İşten atıldığı dönem eşinin hamile olduğunu ifade eden Yaylalı, “Bizim derdimiz geçim derdi. Başka bir şey değil. İşten atıldığımda eşim hamileydi. Bir aile 25 bin lirayla nasıl geçinsin? Her zam sürecinde asgari ücrete biraz daha yakınlaştık. Anayasal hakkımızı kullanmak, sendikalaşmak istedik. Önceden televizyonda direnen işçileri görürdüm. Ama medya bize hep başka gösterirdi. Atılan taşı gösterirdi. Şimdi Polonez işçilerini görüyorum, hepsi gariban işçi, hakkını istiyorlar, ama polis karşısında. Gözümüz açıldı artık, sendikal hakkımızı, sosyal haklarımızı, geçinebileceğimiz bir ücreti istiyoruz. İlk zamanlarda ailem de ‘Sen ne yapıyorsun burada, böyle iş mi olur’ dedi. Ama şimdi yanımdalar. Ailem, çocuklarım benimle gurur duyuyorlar. Şimdi içerideki işçiler de verdiğimiz mücadelenin meyvesini almaya başladılar. Dördüncü ikramiyelerini aldılar. Senelik izne çıktığımızda normalde ödeme yapılmazdı, şimdi onu vereceklerini söylüyorlar. Şimdiden böyle kazanımlarımız oldu. Hakkın olanı istemek lazım, yedirmeyeceksin. Biz öyle alışmışız ki, her şeyin en kötüsüne. Sigorta yeter gibi bakıyoruz. Ama bizim üzerimizde milyar dolarlar kazanıyorlar. Ücretler hâlâ düşük, şimdi ikramiyeler olsa da geçmiş borçlarımız var. Bu civardaki fabrikaların hepsinde işçiler çok zor şartlarda çalışıp yaşamaya çalışıyor. Biz işçiler korkuyoruz ama asıl patronlar korkuyor. Sendikadan korkuyorlar. İşçi hakkını ister diye korkuyorlar. Bizi küçük gören, yüzümüze bile bakmayan patronlar bizi görecek başka yolu yok, bunu da biz sağlarız” diyor.

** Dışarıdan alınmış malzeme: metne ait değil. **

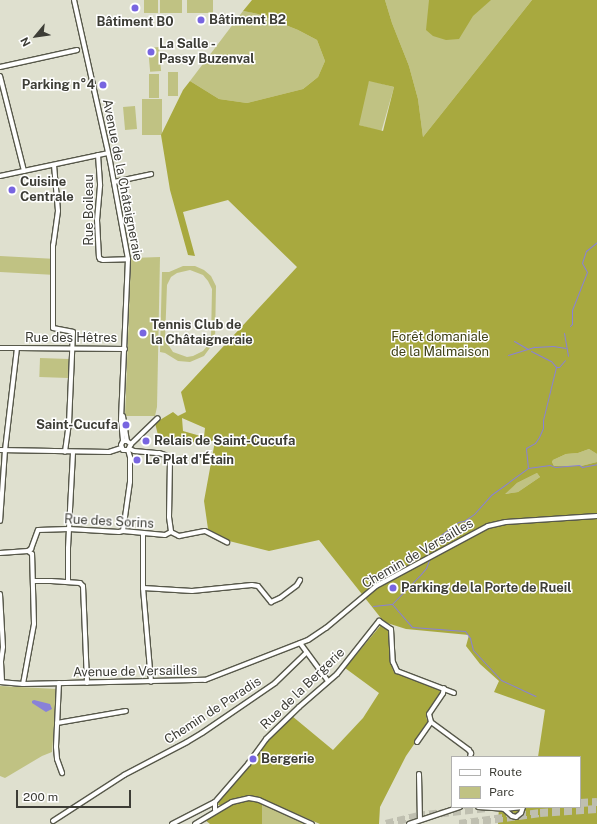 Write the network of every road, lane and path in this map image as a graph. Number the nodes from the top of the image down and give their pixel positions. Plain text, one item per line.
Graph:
1 (74, 0) edge
2 (77, 50) dead end
3 (0, 67) edge
4 (0, 76) edge
5 (108, 153) junction
6 (98, 155) junction
7 (54, 165) junction
8 (24, 171) junction
9 (150, 174) dead end
10 (0, 176) edge
11 (114, 182) junction
12 (128, 259) junction
13 (0, 348) edge
14 (17, 348) junction
15 (72, 349) junction
16 (125, 349) junction
17 (158, 418) dead end
18 (128, 445) junction
19 (121, 448) junction
20 (2, 450) edge
21 (65, 452) junction
22 (73, 452) junction
23 (597, 516) edge
24 (0, 521) edge
25 (69, 529) junction
26 (123, 531) junction
27 (171, 532) junction
28 (143, 533) junction
29 (227, 542) dead end
30 (28, 551) junction
31 (0, 552) edge
32 (300, 580) dead end
33 (34, 582) junction
34 (68, 582) junction
35 (143, 588) junction
36 (0, 594) edge
37 (0, 602) edge
38 (348, 609) joint
39 (300, 643) junction
40 (306, 653) junction
41 (328, 681) junction
42 (1, 682) edge
43 (87, 682) junction
44 (151, 682) junction
45 (59, 683) junction
46 (23, 684) junction
47 (444, 688) junction
48 (454, 692) dead end
49 (126, 711) dead end
50 (431, 722) junction
51 (57, 724) junction
52 (417, 742) dead end
53 (470, 756) edge
54 (62, 773) dead end
55 (419, 774) dead end
56 (215, 802) junction
57 (454, 808) edge
58 (491, 808) edge
59 (514, 808) edge
60 (523, 808) edge
61 (504, 809) junction
62 (215, 810) junction
63 (420, 820) junction
64 (53, 821) dead end
65 (172, 824) edge
66 (195, 824) edge
67 (312, 824) edge
68 (409, 824) edge

1 - 5 street, Avenue de la Châtaigneraie
2 - 3 street
4 - 8 street
5 - 6 street
5 - 11 street, Avenue de la Châtaigneraie
6 - 7 street
6 - 12 street, Rue Boileau
7 - 8 street
7 - 15 street
8 - 10 street
9 - 11 street
11 - 12 street, Avenue de la Châtaigneraie
12 - 16 street, Avenue de la Châtaigneraie
13 - 14 street, Rue des Hêtres
14 - 15 street, Rue des Hêtres
14 - 20 street
15 - 16 street, Rue des Hêtres
15 - 21 street
16 - 18 street, Avenue de la Châtaigneraie
17 - 18 street
18 - 19 street
18 - 19 street
18 - 26 street
18 - 27 street
19 - 22 street
20 - 21 street
20 - 24 street
21 - 22 street
22 - 25 street
23 - 38 street, Chemin de Versailles
25 - 26 street, Rue des Sorins
25 - 30 street, Rue des Sorins
25 - 34 street
26 - 28 street, Rue des Sorins
27 - 28 street, Rue des Sorins
27 - 29 street, Rue des Sorins
28 - 35 street
30 - 31 street
30 - 33 street
32 - 35 street
33 - 34 street
33 - 46 street
34 - 43 street
35 - 44 street
36 - 37 street
37 - 42 street
38 - 39 street, Avenue de Versailles
39 - 40 street
39 - 44 street, Avenue de Versailles
40 - 41 street
40 - 64 street, Chemin de Paradis
41 - 47 street, Rue de la Bergerie
41 - 56 street, Rue de la Bergerie
42 - 46 street, Avenue de Versailles
43 - 44 street, Avenue de Versailles
43 - 45 street, Avenue de Versailles
45 - 46 street, Avenue de Versailles
45 - 51 street
47 - 48 street
47 - 50 street
49 - 51 street
50 - 52 street
50 - 53 street
51 - 54 street
55 - 63 street
56 - 62 street
56 - 65 street
57 - 63 street
58 - 61 street
59 - 61 street
60 - 61 street
62 - 66 street
62 - 67 street
63 - 68 street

‘İŞÇİ, İŞÇİYE SAHİP ÇIKMALI’

İşçi arkadaşlarına şöyle sesleniyor Yaylalı: “Ben sürecin başından beri mücadelenin ne olduğunu öğrendim. Yaşadığımız bölgede örgütlenme önünde çok engelleme var, insanların öz güveni de yok. Ama bunu kırmanın tek yolu birlikte hareket etmek. Bugün dayanışma da mücadele de dalga dalga büyür böyle. Birbirimize sahip çıkmalıyız, işçinin işçiden başka dostu olmaz. Biz çocuklarımıza güzel bir gelecek bırakmak istiyorsak örgütleneceğiz. Ben burada direnmesem, belki 20 yıl sonra çocuğum ağır koşullarda çalışacaktı bu fabrikada. Bu yüzden mücadeleyi bırakmayın.”

Yaylalı ile fabrika önündeki direniş çadırında görüştüğümüz sırada, fabrikanın içinden başı ve sol kolu kanayan bir işçi çıkıyor. İçerideki inşaatta çalıştığını öğrendiğimiz işçiye, soru sormaya fırsat bulamadan sürükleyip apar topar arabaya bindiriyorlar. Yaylalı, “Belli ki iş kazası geçirmiş düşmüş herhalde…” diyor. “Çok iş kazası olur mu burada” diye soruyoruz. İşçilerin sakız çekmekten ellerinde yumrular oluştuğunu söylüyor: “Bel fıtığı, boyun fıtığı yaşayan da çok.”

ULUSLARARASI ŞİRKETLERİN SENDİKA DÜŞMANLIĞI

Yabancı sermayeli iş yerinde son zamanlardaki birkaç örnek, sendika düşmanlığını gözler önüne seriyor. Çatalca’da Ürdün’ün ortağı olduğu Polonez’de 135 işçi sendikalaştığı için işten atıldı, karşılarında polisi bulan işçilere, biber gazı sıkıldı. Bayılan, yaralanan işçiler oldu. İşçiler tazminatsız kapı önüne konulurken, sendika hakları tanınmadı. İşçilerin direnişi sürüyor.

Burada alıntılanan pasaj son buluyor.